=== Begin Enclosure ===
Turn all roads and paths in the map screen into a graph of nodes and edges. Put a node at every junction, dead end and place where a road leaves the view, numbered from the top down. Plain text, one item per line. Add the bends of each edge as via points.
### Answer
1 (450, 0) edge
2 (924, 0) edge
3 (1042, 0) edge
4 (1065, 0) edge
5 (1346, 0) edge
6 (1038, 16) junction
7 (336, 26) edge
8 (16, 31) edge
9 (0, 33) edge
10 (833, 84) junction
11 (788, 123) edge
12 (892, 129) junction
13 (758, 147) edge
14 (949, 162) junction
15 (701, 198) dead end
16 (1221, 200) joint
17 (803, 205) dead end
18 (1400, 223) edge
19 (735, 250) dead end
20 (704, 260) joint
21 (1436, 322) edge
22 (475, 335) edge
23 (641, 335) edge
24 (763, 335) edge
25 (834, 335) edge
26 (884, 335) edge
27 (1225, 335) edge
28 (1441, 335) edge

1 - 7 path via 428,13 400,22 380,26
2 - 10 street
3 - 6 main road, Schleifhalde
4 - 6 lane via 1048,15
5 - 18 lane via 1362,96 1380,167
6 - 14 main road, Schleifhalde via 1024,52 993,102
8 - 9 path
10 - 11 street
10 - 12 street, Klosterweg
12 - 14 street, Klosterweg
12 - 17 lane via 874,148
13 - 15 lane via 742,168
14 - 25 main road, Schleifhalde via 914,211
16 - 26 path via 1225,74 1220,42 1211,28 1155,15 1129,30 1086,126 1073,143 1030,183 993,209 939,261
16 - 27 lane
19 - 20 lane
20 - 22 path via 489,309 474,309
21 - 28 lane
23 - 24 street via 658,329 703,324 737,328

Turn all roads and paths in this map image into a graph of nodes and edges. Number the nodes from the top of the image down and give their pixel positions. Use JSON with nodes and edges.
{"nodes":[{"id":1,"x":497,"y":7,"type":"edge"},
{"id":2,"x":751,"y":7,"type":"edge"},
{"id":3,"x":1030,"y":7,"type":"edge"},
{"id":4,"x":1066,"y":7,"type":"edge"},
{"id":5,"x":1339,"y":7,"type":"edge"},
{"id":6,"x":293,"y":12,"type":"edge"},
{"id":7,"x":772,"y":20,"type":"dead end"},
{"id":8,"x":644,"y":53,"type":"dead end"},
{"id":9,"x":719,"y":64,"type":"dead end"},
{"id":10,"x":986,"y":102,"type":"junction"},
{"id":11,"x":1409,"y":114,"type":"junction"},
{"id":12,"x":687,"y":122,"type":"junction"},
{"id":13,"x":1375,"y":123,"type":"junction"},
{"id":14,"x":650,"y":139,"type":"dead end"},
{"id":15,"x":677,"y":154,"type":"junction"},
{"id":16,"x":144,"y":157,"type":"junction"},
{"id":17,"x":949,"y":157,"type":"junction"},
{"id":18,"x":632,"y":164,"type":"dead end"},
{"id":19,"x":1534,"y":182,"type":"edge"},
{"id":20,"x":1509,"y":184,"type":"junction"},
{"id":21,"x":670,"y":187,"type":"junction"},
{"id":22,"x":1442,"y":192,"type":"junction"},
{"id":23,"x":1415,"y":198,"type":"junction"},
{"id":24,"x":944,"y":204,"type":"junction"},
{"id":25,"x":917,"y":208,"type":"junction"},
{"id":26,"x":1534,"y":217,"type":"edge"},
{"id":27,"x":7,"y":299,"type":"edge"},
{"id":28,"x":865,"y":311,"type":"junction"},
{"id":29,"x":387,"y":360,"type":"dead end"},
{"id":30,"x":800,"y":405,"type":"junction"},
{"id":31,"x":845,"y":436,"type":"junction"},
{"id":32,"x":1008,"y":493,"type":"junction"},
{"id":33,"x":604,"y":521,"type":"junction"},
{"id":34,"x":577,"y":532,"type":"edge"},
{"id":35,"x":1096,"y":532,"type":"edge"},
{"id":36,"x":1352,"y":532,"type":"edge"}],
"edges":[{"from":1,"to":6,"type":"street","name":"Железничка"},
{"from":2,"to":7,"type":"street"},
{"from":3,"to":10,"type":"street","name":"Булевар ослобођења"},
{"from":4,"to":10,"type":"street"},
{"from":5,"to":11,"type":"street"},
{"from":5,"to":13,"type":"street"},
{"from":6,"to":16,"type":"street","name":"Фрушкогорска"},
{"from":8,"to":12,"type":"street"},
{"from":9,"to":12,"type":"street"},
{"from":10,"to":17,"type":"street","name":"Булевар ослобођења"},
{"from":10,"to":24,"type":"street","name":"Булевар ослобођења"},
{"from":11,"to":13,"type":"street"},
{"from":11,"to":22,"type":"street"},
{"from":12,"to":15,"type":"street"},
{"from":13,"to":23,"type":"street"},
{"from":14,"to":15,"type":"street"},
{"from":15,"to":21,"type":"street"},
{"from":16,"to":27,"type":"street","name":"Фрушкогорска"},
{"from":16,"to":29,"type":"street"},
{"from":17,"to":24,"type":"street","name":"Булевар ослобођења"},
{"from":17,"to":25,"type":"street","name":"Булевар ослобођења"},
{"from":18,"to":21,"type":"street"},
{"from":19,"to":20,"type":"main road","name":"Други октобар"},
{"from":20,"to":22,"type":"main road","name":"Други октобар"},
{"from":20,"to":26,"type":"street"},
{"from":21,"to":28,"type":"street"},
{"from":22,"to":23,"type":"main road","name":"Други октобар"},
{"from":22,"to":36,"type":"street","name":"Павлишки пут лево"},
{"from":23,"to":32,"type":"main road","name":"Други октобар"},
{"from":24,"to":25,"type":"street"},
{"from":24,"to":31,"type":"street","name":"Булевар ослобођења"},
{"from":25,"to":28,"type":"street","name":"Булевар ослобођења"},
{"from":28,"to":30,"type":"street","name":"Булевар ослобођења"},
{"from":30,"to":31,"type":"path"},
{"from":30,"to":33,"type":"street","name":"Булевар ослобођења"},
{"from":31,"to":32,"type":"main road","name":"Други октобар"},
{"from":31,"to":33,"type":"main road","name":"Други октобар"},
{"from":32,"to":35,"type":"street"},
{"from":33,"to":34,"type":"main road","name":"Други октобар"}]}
=== End Enclosure ===
[WORK ITEM]:
The lines to return are those in the records above that hold the word "roads".

[TASK RESULT]:
Turn all roads and paths in the map screen into a graph of nodes and edges. Put a node at every junction, dead end and place where a road leaves the view, numbered from the top down. Plain text, one item per line. Add the bends of each edge as via points.
Turn all roads and paths in this map image into a graph of nodes and edges. Number the nodes from the top of the image down and give their pixel positions. Use JSON with nodes and edges.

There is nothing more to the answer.